Our attention has been drawn to media reports implying that the Judiciary had taken a position on how to rule on election-related cases being filed in court.
This is a gross misrepresentation of what Chief Justice David Maraga said while officiating at the ground breaking ceremony for the Homa Bay High Court building this morning.
The true context of the CJ’s comments was a narrative about the many cases the courts were handling from the recent political party nominations.
He said the courts had been swamped with cases from the primaries, including the filing of 16 cases at the Court of Appeal as late as yesterday.

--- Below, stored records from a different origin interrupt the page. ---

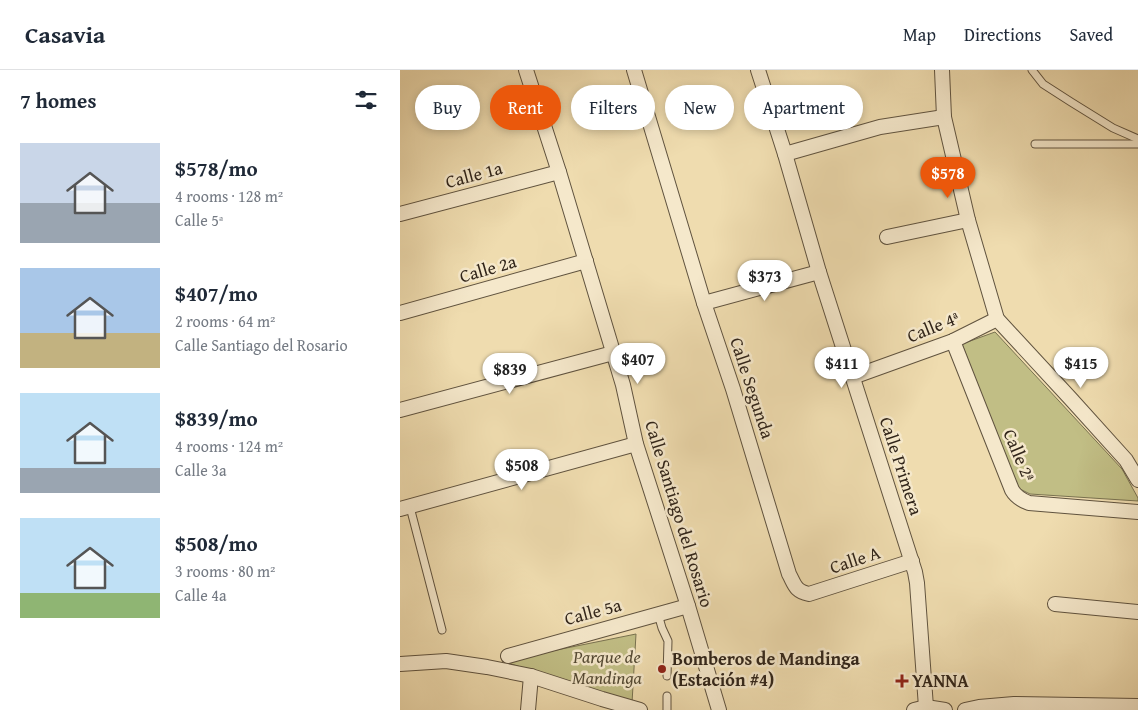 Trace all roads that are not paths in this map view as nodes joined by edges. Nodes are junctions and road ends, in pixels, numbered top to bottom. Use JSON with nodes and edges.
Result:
{"nodes":[{"id":1,"x":526,"y":70,"type":"edge"},
{"id":2,"x":634,"y":70,"type":"edge"},
{"id":3,"x":758,"y":70,"type":"edge"},
{"id":4,"x":942,"y":70,"type":"edge"},
{"id":5,"x":1032,"y":70,"type":"edge"},
{"id":6,"x":944,"y":118,"type":"junction"},
{"id":7,"x":1138,"y":139,"type":"edge"},
{"id":8,"x":1036,"y":144,"type":"dead end"},
{"id":9,"x":1138,"y":144,"type":"edge"},
{"id":10,"x":785,"y":154,"type":"junction"},
{"id":11,"x":559,"y":172,"type":"junction"},
{"id":12,"x":400,"y":214,"type":"edge"},
{"id":13,"x":968,"y":220,"type":"junction"},
{"id":14,"x":887,"y":237,"type":"dead end"},
{"id":15,"x":586,"y":262,"type":"junction"},
{"id":16,"x":819,"y":272,"type":"junction"},
{"id":17,"x":704,"y":303,"type":"junction"},
{"id":18,"x":400,"y":313,"type":"edge"},
{"id":19,"x":997,"y":319,"type":"junction"},
{"id":20,"x":953,"y":341,"type":"junction"},
{"id":21,"x":613,"y":353,"type":"junction"},
{"id":22,"x":853,"y":377,"type":"junction"},
{"id":23,"x":400,"y":410,"type":"edge"},
{"id":24,"x":636,"y":444,"type":"junction"},
{"id":25,"x":1138,"y":480,"type":"edge"},
{"id":26,"x":405,"y":508,"type":"edge"},
{"id":27,"x":1138,"y":512,"type":"edge"},
{"id":28,"x":912,"y":561,"type":"junction"},
{"id":29,"x":809,"y":594,"type":"joint"},
{"id":30,"x":1055,"y":604,"type":"dead end"},
{"id":31,"x":688,"y":606,"type":"junction"},
{"id":32,"x":1138,"y":612,"type":"edge"},
{"id":33,"x":658,"y":614,"type":"junction"},
{"id":34,"x":442,"y":630,"type":"dead end"},
{"id":35,"x":508,"y":656,"type":"dead end"},
{"id":36,"x":400,"y":664,"type":"edge"},
{"id":37,"x":531,"y":676,"type":"junction"},
{"id":38,"x":667,"y":676,"type":"dead end"},
{"id":39,"x":667,"y":696,"type":"dead end"},
{"id":40,"x":1138,"y":706,"type":"edge"},
{"id":41,"x":1051,"y":707,"type":"edge"},
{"id":42,"x":920,"y":708,"type":"edge"},
{"id":43,"x":528,"y":710,"type":"edge"},
{"id":44,"x":640,"y":710,"type":"edge"},
{"id":45,"x":667,"y":710,"type":"edge"},
{"id":46,"x":719,"y":710,"type":"edge"},
{"id":47,"x":945,"y":710,"type":"edge"},
{"id":48,"x":965,"y":710,"type":"edge"}],
"edges":[{"from":1,"to":11,"type":"street","name":"Calle Santiago del Rosario"},
{"from":2,"to":17,"type":"street","name":"Calle Segunda"},
{"from":3,"to":10,"type":"street","name":"Calle Primera"},
{"from":4,"to":6,"type":"street"},
{"from":5,"to":7,"type":"lane"},
{"from":6,"to":10,"type":"street"},
{"from":6,"to":13,"type":"street"},
{"from":8,"to":9,"type":"lane"},
{"from":10,"to":16,"type":"street","name":"Calle Primera"},
{"from":11,"to":12,"type":"street","name":"Calle 1a"},
{"from":11,"to":15,"type":"street","name":"Calle Santiago del Rosario"},
{"from":13,"to":14,"type":"street"},
{"from":13,"to":19,"type":"street"},
{"from":15,"to":18,"type":"street","name":"Calle 2a"},
{"from":15,"to":21,"type":"street","name":"Calle Santiago del Rosario"},
{"from":16,"to":17,"type":"street"},
{"from":16,"to":22,"type":"street","name":"Calle Primera"},
{"from":17,"to":29,"type":"street","name":"Calle Segunda"},
{"from":19,"to":20,"type":"street","name":"Calle 4ª"},
{"from":19,"to":25,"type":"street"},
{"from":20,"to":22,"type":"street","name":"Calle 4ª"},
{"from":20,"to":27,"type":"street","name":"Calle 2ª"},
{"from":21,"to":23,"type":"street"},
{"from":21,"to":24,"type":"street","name":"Calle Santiago del Rosario"},
{"from":22,"to":28,"type":"street","name":"Calle Primera"},
{"from":24,"to":26,"type":"street"},
{"from":24,"to":31,"type":"street","name":"Calle Santiago del Rosario"},
{"from":26,"to":34,"type":"lane"},
{"from":28,"to":29,"type":"street","name":"Calle A"},
{"from":28,"to":42,"type":"street","name":"Calle Primera"},
{"from":30,"to":32,"type":"street"},
{"from":31,"to":33,"type":"street","name":"Calle 5a"},
{"from":31,"to":46,"type":"street","name":"Calle Santiago del Rosario"},
{"from":33,"to":35,"type":"street","name":"Calle 5a"},
{"from":33,"to":38,"type":"lane"},
{"from":36,"to":37,"type":"street"},
{"from":37,"to":43,"type":"street"},
{"from":37,"to":44,"type":"street"},
{"from":39,"to":45,"type":"lane"},
{"from":40,"to":41,"type":"street"},
{"from":41,"to":48,"type":"street"},
{"from":42,"to":47,"type":"street"}]}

The Chief Justice said the Judiciary had made arrangements to hear all the cases expeditiously so that those who win can have their names included in the list that the Independent Electoral and Boundaries Commission sends for ballot printing.
It was at this point that he said the Judiciary would do its best not to hamper the election process.
Below is a verbatim transcription of Chief Justice Maraga’s comments:
“Just yesterday 16 appeals were filed in the High Court … What we did is add some judges to come and hear those matters because we know that at least 45 days from the date of the elections the IEBC should have the entire list so that they can print the ballot papers.
As the Judiciary we do not want to hamper that process.
And you know if we interfere with that process in any way, it is going to interfere with elections and there is no question of us not holding a General election on 8th of August.
We must all work together and have the General Election held as is required by law.
The Judiciary is ready to do its part, all that we are praying for is that we have a peaceful election.
Let us all know that we have a country. Elections come and go but we have a country which we must keep together.
The Judiciary will perform its duties and decide the cases that will be placed before it on the basis of the evidence and the law.”